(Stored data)
::::

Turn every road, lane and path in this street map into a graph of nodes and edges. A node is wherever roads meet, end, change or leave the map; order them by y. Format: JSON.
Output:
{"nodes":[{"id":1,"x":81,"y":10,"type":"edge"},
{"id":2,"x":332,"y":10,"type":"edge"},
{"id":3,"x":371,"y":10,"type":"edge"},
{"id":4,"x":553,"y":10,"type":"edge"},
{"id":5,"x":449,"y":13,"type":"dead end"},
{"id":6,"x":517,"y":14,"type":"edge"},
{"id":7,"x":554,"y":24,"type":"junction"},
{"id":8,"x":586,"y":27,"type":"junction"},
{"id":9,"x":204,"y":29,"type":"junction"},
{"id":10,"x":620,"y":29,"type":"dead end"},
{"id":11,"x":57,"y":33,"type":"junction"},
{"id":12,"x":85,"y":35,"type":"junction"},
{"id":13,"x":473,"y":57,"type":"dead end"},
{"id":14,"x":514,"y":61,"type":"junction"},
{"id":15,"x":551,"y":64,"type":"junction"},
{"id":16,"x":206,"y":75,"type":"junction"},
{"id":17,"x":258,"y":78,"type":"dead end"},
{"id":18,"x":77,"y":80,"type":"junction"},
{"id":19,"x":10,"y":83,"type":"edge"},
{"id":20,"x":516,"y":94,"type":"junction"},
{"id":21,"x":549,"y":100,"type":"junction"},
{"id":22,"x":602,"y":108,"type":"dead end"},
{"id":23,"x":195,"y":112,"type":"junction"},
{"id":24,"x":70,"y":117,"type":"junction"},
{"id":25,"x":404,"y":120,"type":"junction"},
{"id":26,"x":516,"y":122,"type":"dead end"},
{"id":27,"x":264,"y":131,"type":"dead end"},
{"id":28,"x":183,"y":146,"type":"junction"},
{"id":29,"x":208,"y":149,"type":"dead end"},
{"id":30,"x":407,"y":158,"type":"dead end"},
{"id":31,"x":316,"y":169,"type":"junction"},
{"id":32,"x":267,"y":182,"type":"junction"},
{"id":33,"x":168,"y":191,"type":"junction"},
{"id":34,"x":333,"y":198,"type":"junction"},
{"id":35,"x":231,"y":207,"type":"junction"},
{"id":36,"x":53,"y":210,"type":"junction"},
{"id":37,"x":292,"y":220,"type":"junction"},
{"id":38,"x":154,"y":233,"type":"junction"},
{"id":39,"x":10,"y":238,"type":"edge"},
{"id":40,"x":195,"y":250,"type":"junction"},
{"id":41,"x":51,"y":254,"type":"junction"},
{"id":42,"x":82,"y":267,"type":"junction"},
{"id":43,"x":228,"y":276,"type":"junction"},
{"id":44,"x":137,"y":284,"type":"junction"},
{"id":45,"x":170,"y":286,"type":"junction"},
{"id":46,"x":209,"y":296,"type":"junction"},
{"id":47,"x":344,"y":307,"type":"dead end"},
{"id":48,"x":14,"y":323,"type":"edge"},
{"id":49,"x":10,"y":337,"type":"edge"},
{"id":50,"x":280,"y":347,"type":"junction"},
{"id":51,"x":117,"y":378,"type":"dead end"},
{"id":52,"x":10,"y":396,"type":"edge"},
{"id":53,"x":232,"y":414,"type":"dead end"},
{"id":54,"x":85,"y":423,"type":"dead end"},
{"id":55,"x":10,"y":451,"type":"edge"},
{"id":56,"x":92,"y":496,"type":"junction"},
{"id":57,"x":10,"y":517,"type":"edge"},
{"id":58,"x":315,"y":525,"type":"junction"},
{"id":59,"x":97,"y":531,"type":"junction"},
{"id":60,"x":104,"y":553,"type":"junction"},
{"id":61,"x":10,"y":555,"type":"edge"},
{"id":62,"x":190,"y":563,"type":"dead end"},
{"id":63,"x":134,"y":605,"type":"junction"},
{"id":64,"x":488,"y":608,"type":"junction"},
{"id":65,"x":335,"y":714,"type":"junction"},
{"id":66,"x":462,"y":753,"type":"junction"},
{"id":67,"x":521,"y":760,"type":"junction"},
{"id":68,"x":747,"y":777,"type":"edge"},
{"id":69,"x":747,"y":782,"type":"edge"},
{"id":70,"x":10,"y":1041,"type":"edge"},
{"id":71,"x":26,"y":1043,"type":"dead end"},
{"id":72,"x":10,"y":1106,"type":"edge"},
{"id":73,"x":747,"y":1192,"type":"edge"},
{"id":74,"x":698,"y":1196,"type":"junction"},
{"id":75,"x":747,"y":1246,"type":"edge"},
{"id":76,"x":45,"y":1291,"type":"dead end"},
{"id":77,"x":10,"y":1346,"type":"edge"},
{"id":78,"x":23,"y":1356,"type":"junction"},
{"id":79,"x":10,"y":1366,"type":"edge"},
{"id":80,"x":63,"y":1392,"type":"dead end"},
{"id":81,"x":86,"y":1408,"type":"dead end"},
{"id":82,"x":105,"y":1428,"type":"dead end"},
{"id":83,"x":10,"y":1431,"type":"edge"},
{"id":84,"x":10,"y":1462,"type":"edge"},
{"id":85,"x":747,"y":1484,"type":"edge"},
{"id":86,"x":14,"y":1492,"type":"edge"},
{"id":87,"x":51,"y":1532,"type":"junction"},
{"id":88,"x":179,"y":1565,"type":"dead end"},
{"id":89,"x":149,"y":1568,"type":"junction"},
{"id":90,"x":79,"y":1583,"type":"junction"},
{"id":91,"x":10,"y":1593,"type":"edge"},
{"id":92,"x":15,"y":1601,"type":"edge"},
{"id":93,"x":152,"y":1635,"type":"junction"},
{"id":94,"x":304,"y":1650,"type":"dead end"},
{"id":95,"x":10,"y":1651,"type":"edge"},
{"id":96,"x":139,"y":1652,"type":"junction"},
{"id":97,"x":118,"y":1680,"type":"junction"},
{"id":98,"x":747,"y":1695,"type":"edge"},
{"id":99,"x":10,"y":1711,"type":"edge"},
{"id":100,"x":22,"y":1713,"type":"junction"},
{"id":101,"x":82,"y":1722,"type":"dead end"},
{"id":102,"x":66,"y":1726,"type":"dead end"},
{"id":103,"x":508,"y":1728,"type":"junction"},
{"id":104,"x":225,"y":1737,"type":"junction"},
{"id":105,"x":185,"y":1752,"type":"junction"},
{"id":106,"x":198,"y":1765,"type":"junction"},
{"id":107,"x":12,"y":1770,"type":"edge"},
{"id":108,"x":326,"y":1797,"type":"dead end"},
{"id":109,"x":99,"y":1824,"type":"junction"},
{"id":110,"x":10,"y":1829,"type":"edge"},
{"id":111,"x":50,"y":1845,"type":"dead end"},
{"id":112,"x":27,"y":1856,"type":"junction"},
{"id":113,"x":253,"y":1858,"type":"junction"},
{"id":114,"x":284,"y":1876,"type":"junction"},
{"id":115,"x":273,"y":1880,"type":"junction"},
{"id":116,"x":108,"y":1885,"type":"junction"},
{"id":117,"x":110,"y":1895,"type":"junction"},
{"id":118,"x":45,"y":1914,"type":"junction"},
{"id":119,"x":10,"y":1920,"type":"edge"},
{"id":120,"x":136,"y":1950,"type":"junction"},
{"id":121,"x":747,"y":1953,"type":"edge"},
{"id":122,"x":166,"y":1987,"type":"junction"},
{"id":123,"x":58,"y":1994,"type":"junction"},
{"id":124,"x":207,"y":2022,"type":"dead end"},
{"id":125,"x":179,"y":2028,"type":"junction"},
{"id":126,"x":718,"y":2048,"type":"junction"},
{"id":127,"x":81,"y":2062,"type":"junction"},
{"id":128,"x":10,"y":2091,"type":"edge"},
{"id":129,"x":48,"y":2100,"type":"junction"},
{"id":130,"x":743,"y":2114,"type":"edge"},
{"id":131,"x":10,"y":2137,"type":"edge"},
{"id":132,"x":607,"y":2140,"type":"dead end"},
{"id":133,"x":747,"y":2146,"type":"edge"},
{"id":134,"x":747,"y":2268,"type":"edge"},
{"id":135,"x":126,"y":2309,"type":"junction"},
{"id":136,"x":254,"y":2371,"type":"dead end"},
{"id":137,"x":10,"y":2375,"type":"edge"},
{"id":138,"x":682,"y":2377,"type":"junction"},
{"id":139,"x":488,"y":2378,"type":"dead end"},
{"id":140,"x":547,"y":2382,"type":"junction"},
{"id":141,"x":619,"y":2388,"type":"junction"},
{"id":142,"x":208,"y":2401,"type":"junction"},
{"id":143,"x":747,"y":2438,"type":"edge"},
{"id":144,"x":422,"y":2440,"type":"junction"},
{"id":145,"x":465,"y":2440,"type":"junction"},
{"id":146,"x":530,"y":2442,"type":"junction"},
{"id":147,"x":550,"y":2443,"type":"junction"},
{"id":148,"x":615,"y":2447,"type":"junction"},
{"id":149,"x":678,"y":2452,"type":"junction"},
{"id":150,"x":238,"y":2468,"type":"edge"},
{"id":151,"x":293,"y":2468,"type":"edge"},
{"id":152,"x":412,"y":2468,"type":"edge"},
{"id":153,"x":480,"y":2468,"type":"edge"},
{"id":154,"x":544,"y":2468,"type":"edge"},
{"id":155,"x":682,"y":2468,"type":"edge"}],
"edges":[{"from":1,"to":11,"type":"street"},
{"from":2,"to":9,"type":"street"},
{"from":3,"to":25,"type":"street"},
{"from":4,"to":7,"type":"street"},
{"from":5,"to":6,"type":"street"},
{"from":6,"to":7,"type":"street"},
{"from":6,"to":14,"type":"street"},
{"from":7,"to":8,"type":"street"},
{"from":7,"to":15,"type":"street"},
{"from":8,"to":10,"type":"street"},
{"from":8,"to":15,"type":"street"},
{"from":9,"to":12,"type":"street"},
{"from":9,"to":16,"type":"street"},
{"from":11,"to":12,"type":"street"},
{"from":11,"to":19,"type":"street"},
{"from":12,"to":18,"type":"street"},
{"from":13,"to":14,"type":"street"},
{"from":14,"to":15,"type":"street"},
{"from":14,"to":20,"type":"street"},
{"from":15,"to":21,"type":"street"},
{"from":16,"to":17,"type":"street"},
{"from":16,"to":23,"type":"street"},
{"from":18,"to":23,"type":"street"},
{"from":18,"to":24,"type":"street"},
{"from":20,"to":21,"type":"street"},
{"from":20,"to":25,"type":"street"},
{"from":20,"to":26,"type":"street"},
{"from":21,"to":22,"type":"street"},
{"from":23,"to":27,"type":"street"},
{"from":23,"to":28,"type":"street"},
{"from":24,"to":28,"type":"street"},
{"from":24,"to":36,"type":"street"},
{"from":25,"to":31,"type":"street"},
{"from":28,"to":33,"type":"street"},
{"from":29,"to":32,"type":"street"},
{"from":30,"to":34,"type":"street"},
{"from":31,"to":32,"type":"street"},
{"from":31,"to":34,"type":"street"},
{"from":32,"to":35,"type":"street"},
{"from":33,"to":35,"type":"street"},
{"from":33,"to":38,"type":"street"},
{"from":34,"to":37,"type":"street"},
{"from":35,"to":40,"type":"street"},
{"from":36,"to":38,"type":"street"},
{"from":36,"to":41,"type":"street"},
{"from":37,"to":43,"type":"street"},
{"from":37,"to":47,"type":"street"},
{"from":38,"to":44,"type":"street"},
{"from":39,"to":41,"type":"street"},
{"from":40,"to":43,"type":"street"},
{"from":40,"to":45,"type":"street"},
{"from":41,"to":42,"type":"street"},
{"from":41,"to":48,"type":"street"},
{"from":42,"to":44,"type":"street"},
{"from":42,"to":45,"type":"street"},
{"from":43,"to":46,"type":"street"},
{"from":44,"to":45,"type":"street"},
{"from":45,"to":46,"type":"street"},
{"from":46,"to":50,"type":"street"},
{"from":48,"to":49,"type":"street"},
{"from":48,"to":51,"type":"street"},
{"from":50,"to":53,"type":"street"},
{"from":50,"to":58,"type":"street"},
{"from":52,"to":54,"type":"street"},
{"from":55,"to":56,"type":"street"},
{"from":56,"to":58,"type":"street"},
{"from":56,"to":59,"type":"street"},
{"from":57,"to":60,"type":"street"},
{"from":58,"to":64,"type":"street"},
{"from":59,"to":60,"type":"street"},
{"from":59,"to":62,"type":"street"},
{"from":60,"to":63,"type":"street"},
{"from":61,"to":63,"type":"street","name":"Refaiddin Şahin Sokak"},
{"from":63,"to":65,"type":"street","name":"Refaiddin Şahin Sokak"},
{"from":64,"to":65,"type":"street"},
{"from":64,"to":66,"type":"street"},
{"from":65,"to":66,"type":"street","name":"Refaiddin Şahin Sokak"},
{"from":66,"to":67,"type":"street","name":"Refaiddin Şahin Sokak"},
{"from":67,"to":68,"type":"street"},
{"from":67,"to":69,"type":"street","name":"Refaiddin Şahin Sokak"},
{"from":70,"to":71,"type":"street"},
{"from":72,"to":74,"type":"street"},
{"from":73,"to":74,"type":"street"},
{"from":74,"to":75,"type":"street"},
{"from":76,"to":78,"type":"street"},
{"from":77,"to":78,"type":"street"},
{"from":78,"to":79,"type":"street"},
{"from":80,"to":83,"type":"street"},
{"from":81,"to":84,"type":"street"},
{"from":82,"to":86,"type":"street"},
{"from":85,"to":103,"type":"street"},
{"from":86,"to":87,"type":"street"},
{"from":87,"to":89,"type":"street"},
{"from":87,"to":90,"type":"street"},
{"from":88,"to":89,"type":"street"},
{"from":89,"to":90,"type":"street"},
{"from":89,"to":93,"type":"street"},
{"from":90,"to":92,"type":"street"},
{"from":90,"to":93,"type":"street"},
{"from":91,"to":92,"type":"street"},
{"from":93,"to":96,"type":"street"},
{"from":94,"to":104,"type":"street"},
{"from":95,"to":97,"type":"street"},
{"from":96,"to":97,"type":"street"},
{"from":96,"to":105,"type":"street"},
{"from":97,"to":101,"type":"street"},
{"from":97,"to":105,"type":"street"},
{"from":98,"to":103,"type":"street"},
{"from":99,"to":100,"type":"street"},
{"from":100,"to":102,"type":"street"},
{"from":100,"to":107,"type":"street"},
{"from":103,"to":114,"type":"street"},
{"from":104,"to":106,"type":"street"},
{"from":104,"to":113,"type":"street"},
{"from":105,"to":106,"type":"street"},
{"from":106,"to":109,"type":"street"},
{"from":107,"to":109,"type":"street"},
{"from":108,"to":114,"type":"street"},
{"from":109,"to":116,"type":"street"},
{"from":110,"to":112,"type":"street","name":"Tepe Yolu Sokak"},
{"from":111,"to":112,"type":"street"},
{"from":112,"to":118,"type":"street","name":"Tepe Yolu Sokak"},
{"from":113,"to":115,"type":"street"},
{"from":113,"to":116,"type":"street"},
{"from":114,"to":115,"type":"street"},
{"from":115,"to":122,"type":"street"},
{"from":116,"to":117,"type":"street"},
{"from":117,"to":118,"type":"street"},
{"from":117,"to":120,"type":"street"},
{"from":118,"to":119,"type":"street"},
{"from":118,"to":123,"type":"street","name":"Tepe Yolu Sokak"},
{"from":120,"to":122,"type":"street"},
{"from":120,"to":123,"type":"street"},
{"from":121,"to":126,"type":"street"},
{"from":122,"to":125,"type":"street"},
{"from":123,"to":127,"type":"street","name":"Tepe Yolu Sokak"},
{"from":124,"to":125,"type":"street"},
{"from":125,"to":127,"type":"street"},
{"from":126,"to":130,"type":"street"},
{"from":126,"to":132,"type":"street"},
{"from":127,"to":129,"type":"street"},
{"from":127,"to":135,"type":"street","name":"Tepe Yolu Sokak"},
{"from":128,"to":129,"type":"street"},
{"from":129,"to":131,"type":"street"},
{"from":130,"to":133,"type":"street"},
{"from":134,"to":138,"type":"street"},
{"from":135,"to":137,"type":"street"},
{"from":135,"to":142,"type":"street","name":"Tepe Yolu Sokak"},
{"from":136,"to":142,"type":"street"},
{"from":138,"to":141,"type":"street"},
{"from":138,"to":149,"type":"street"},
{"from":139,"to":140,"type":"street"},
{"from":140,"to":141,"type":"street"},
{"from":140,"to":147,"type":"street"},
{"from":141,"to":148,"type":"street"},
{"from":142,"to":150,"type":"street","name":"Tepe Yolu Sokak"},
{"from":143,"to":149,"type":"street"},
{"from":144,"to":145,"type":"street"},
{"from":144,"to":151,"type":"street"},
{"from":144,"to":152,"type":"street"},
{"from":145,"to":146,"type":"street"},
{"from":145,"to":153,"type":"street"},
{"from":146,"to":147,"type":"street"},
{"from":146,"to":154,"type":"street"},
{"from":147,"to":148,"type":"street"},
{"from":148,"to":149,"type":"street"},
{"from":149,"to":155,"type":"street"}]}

::::

◆ ASSIGNMENT
When a line of the records includes "edges", that line belongs in the answer.

◆ SOLUTION TO THIS PROBLEM
Turn every road, lane and path in this street map into a graph of nodes and edges. A node is wherever roads meet, end, change or leave the map; order them by y. Format: JSON.
"edges":[{"from":1,"to":11,"type":"street"},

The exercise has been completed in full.